### What you have to do:
Retype the data that follows with no alterations, please.

### Supplied material:
◇ ◇ ◇

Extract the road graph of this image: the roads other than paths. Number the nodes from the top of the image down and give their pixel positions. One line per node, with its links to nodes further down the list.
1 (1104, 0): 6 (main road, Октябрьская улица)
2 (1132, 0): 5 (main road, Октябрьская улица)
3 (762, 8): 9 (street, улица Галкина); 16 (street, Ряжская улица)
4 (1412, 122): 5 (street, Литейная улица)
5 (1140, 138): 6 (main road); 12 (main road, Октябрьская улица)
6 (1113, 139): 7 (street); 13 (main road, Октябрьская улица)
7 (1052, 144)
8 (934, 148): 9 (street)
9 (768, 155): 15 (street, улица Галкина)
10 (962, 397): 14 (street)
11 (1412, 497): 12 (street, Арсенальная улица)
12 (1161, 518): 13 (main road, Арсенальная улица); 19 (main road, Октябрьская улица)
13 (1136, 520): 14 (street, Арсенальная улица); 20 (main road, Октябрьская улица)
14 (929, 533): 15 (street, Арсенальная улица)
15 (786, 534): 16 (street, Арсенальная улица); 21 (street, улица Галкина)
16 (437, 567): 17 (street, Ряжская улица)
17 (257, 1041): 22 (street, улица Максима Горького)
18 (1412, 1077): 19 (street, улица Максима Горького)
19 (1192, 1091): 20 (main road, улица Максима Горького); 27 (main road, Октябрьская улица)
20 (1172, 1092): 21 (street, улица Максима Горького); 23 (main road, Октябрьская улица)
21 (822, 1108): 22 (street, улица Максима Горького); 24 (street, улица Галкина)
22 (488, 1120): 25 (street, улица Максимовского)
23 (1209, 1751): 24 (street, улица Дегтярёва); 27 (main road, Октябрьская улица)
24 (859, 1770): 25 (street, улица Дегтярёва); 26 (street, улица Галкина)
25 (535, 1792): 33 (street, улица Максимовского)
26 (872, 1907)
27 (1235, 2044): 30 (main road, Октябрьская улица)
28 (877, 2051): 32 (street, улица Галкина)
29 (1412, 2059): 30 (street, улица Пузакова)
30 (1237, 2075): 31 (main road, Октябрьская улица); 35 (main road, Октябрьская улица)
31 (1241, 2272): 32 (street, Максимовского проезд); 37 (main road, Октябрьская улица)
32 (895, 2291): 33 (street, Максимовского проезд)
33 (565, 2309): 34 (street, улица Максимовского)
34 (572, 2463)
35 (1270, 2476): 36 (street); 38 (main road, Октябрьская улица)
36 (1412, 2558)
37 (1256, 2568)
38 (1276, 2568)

◇ ◇ ◇

### Answer space:
Extract the road graph of this image: the roads other than paths. Number the nodes from the top of the image down and give their pixel positions. One line per node, with its links to nodes further down the list.
1 (1104, 0): 6 (main road, Октябрьская улица)
2 (1132, 0): 5 (main road, Октябрьская улица)
3 (762, 8): 9 (street, улица Галкина); 16 (street, Ряжская улица)
4 (1412, 122): 5 (street, Литейная улица)
5 (1140, 138): 6 (main road); 12 (main road, Октябрьская улица)
6 (1113, 139): 7 (street); 13 (main road, Октябрьская улица)
7 (1052, 144)
8 (934, 148): 9 (street)
9 (768, 155): 15 (street, улица Галкина)
10 (962, 397): 14 (street)
11 (1412, 497): 12 (street, Арсенальная улица)
12 (1161, 518): 13 (main road, Арсенальная улица); 19 (main road, Октябрьская улица)
13 (1136, 520): 14 (street, Арсенальная улица); 20 (main road, Октябрьская улица)
14 (929, 533): 15 (street, Арсенальная улица)
15 (786, 534): 16 (street, Арсенальная улица); 21 (street, улица Галкина)
16 (437, 567): 17 (street, Ряжская улица)
17 (257, 1041): 22 (street, улица Максима Горького)
18 (1412, 1077): 19 (street, улица Максима Горького)
19 (1192, 1091): 20 (main road, улица Максима Горького); 27 (main road, Октябрьская улица)
20 (1172, 1092): 21 (street, улица Максима Горького); 23 (main road, Октябрьская улица)
21 (822, 1108): 22 (street, улица Максима Горького); 24 (street, улица Галкина)
22 (488, 1120): 25 (street, улица Максимовского)
23 (1209, 1751): 24 (street, улица Дегтярёва); 27 (main road, Октябрьская улица)
24 (859, 1770): 25 (street, улица Дегтярёва); 26 (street, улица Галкина)
25 (535, 1792): 33 (street, улица Максимовского)
26 (872, 1907)
27 (1235, 2044): 30 (main road, Октябрьская улица)
28 (877, 2051): 32 (street, улица Галкина)
29 (1412, 2059): 30 (street, улица Пузакова)
30 (1237, 2075): 31 (main road, Октябрьская улица); 35 (main road, Октябрьская улица)
31 (1241, 2272): 32 (street, Максимовского проезд); 37 (main road, Октябрьская улица)
32 (895, 2291): 33 (street, Максимовского проезд)
33 (565, 2309): 34 (street, улица Максимовского)
34 (572, 2463)
35 (1270, 2476): 36 (street); 38 (main road, Октябрьская улица)
36 (1412, 2558)
37 (1256, 2568)
38 (1276, 2568)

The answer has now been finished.